拙著『妄想無間 仏法サラリーマンはかく語りき』で、フランツ・ゼラーフ・ペーター・シューベルト(1797・1・31-1828・11・19)は、俎上に載せて、一通り料理したつもりだが、再びここで取り上げる。シューベルトを論じることは、私にとっては、限りないインプロヴィゼーションを実感させてくれるからだ。ニーチェが指摘したとおり、シューベルトほど音楽の本当のオリジナルを書いた人を私は知らない。そして、その尽きせぬ泉ほど即興の材料になるものは他にはありそうにも思えないほどだ。

ビートルズとカーペンターズで始まった音楽渉猟歴は30年強、食い尽くしたレコード・CDの黒銀の円盤は、5千枚を超えた頃から数えていないが、『妄想無間』の前文に37尊の一角として列挙されている16人の作曲家・演奏家は、格別の存在だ。酋長の鼻唄であろうが、俗謡であろうが、いやしくも音楽と呼ばれるものに対しては、何かしら聴く耳をもち、なんでも好きになってしまう私ではあるが、16尊は、私の現代の五蘊(ごうん)を形成した重大元素だと言ってもいい。なかでも、究竟(くきょう)は、シューベルトとブルックナーである。

彼らの音楽がなかったなら、わたくしのような人間が、果たしてこの齢まで生き延びることが出来たか疑問である。苦しいときも、楽しいときも、悲しいときも、喜びのときも、瞋恚(しんに)のほむらを抱き、憎しみと恨みに身がさいなまれるときも、みんな、彼らと一緒だった。彼らは、私にとっては私を見守っていてくれる仏・菩薩のようなものだ。私には、いまや一切家族がいないから、こんなことを言うのではなく、そうとしか言えないから言うのだ。

最初は、リズムに身を任せ、美しいメロディー、妙なる和声、予測もつかない即興のどれかを聴いているだけだったが、修練を積むうちに、それらの差異を認めつつも渾然一体のものとして把握すると、彼らの音楽が、仏や菩薩となって私の体に入り込み、私も音楽からイメージされる実相に入り込み、この世を生きるわたくしの心と体の区別はなくなり、すなわち私の阿頼耶識(あらやしき)が音楽の力によって抽出され、絶対持続の宇宙意志へと涅槃に導かれるのである。
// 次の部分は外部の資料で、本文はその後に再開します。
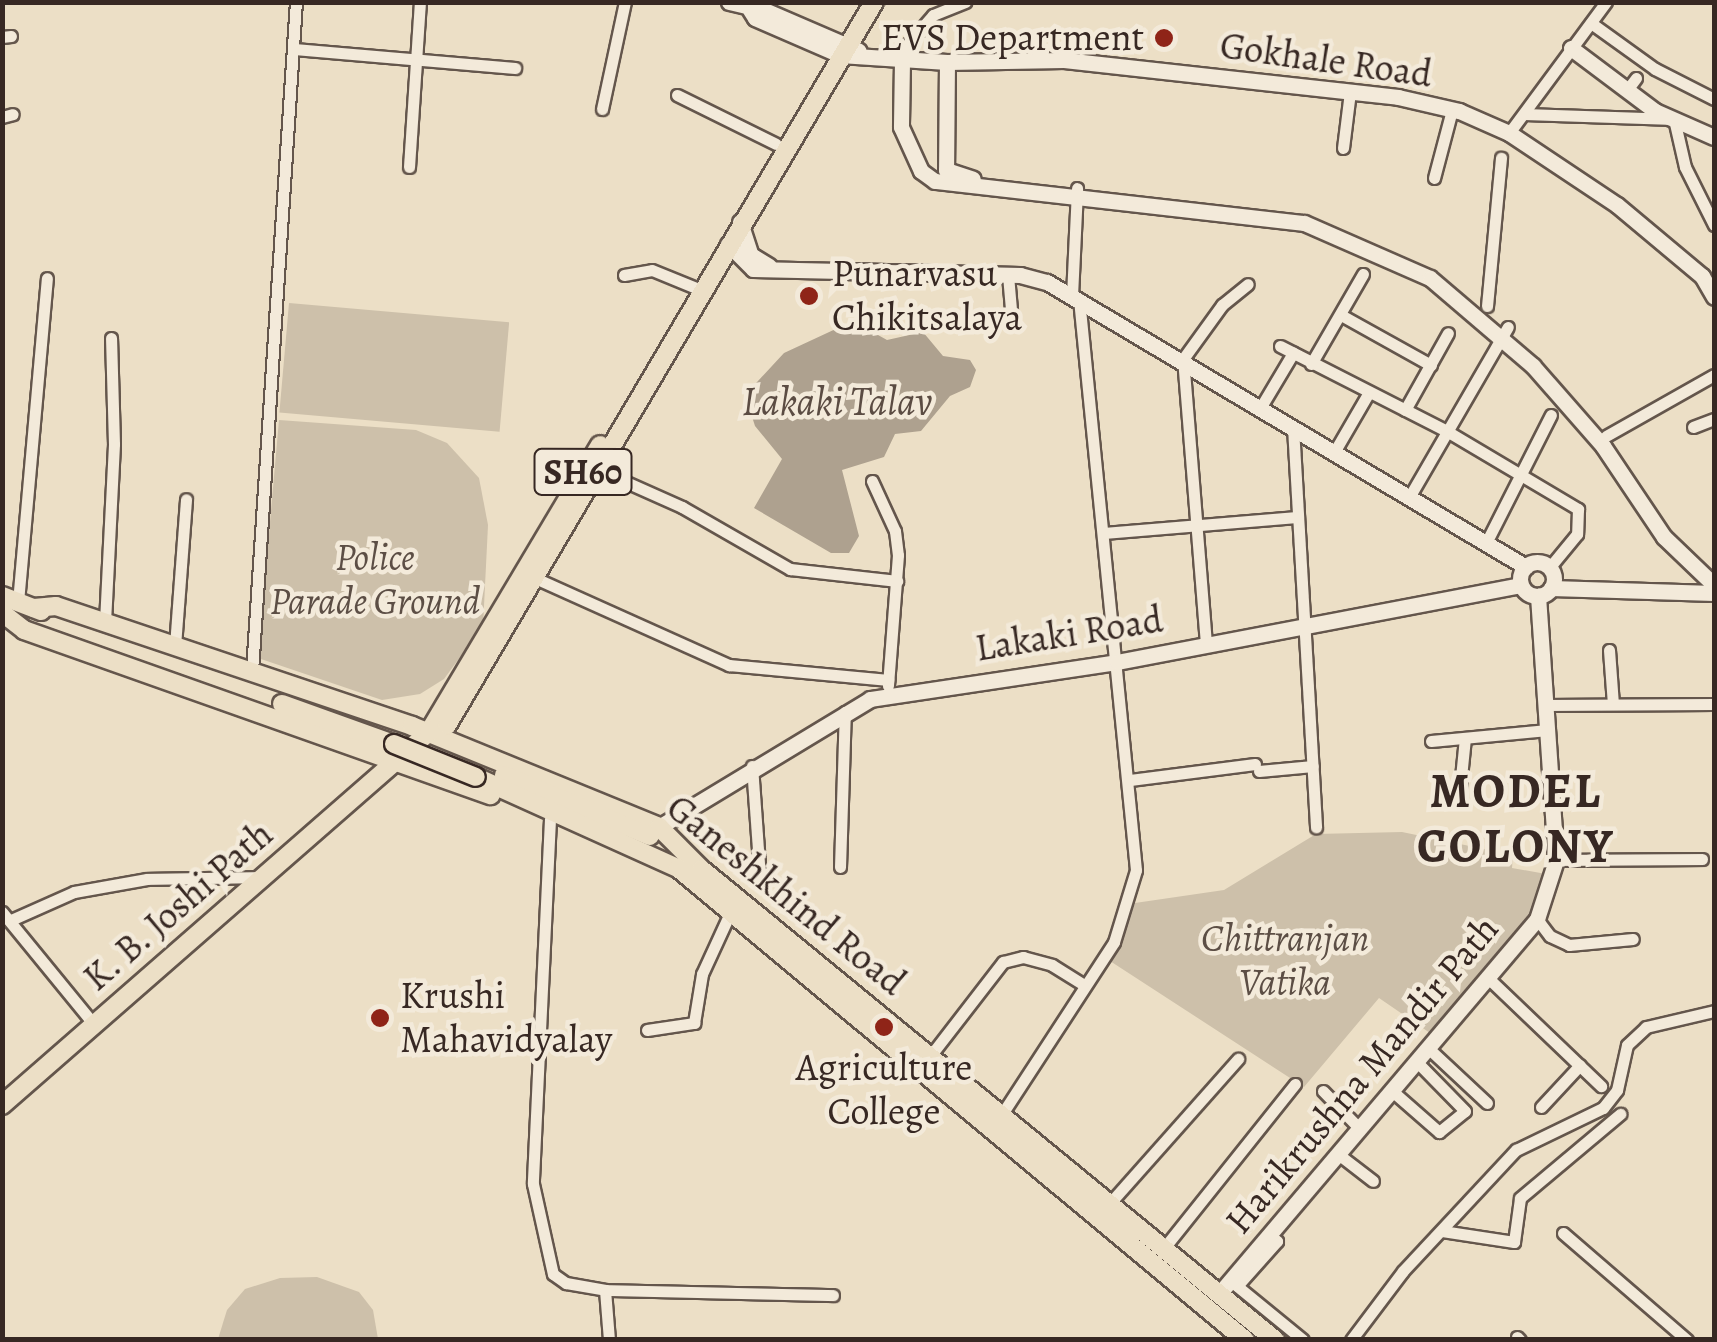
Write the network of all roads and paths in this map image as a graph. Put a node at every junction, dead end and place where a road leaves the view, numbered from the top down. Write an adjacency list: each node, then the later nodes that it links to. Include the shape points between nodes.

彼らと共にある音楽鑑賞史は、私の仏法修行の軌跡でもある。

興奮と狂騒、やすい涙を誘い、カタストロフィを演出する楽曲は少なくないが、生き物の根源的な喜びと悲しみを知らしめ、宇宙意志とそこからの解脱に至らしむる楽曲は極めて希なるものだ。

普遍的に阿頼耶識の顕現を知らしめ、その成仏と解脱を導く作曲家・演奏家はいるのであって、その成否が、私にとっては、音楽家としての高低と価値づけられる。ジャンルを問わずそういう音楽家は存在する。たとえば、ロック・ミュージシャンのジミ・ヘンドリックスの演奏には、必ずしも、いつもというわけではないが、聖なる火花が彼岸を映し出している。

年によっては、花粉症でくしゃみ地獄となるが、それでも春は、私の一等好きな季節である。すべてが始まるときである。草花が芽吹き、鳥たちは卵を生み、雛を育てる。この季節を逃すと、新しい生は封印される。春は残酷な季節でもある。気楽に行った山登りが、雪崩で惨事となり、突風が環境を破壊し、入学や入社を決定的に拒否される時でもある。せっかく1年を我慢して咲き出た梅や桜の花びらは、短い命に妍を競い合い、死にゆく。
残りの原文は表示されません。